Avant d’envoyer l’année 2018 aux oubliettes du temps définitivement passé, voici trois disques de qualité parus cet automne et que l’on avait manqués mais qui méritent assurément d’occuper vos oreilles et de garnir vos étagères.


  FRANCESCO BEARZATTI / FEDERICO CASAGRANDE . Lost songs

CamJazz

Francesco Bearzatti  : saxophone ténor & clarinettte
Federico Casagrande  : guitare

Quoi qu’en disent leurs parcours respectifs, Francesco Bearzatti et Federico Casagrande sont d’authentiques jazzmen. Écrivant cela, l’on signifie qu’ils ne se refusent rien. Même pas la douceur du murmure et moins encore les langueurs de la lenteur où l’excès passager. Dans l’intimité d’un chai du XIIIème siècle au cœur de l’Abbaye de Rosazzo, à quelques encablures de la Slovénie, le saxophoniste et le guitariste se livre en public à un exercice de style assez rare : donner l’impression d’évoluer dans un classicisme musical de bon aloi, paisible et serein.

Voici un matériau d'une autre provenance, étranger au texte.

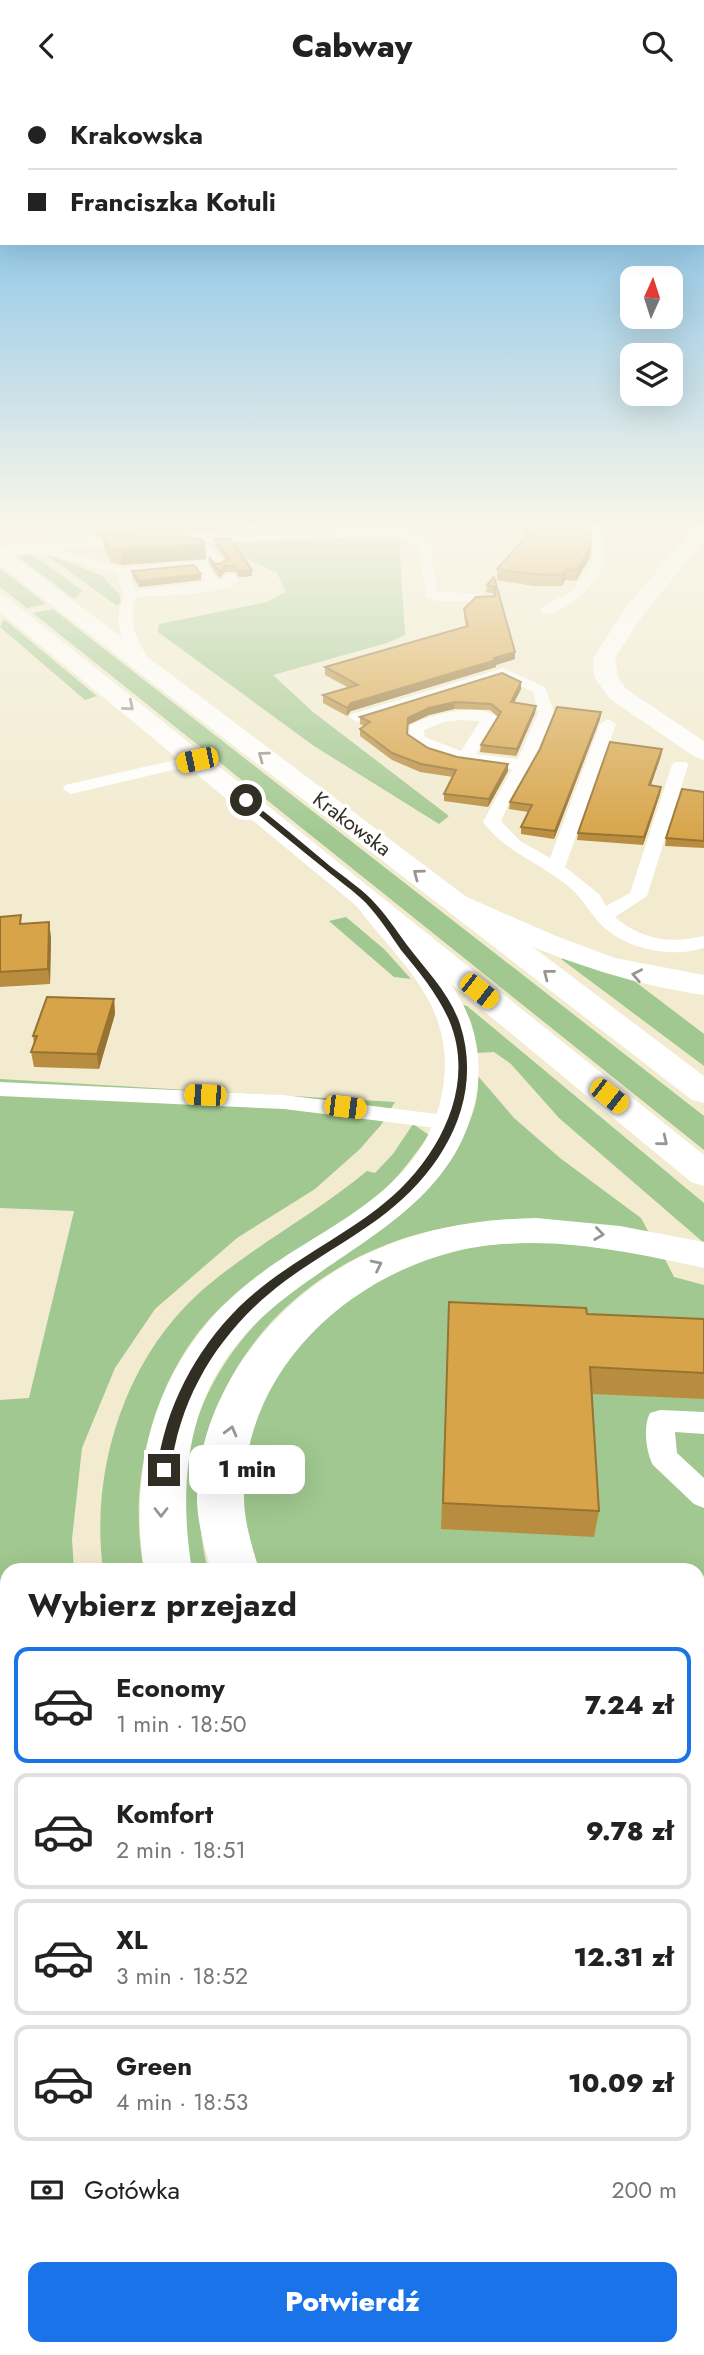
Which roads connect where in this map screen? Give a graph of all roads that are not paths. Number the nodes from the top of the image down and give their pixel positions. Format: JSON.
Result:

Et il faut donc les écouter avec attention pour saisir les audaces en demi-teinte qui parcourt leur musique tout au long de l’enregistrement. Sur ses propres compositions, Francesco Bearzatti démontre un savoir faire richement nourri des multiples influences, toutes liées par le passage du temps, qui ont participé à la construction de son identité musicale si aisément reconnaissable. Federico Casagrande agit dans le même esprit et son jeu, plein d’une rondeur qui n’arrive pas à (qui ne veut pas) masquer les petites fulgurances qu’il délivre, laisse affleurer l’élégance et le raffinement comme une désarmante évidence. Et comme chaque thème est bâti sur une mélodie entêtante entre pleins et déliés, il est facile de croire que tout est simple dans cette petite musique de duettistes qui œuvrant ensemble depuis quelques années déjà. Et de fait, la simplicité existe bel et bien. Elle provient du long compagnonnage qu’entretiennent les deux musiciens et elle leur permet d’être eux-mêmes, innovateurs et généreux, en se sachant compris et soutenus par l’autre, ce qui est fichtrement agréable à l’écoute.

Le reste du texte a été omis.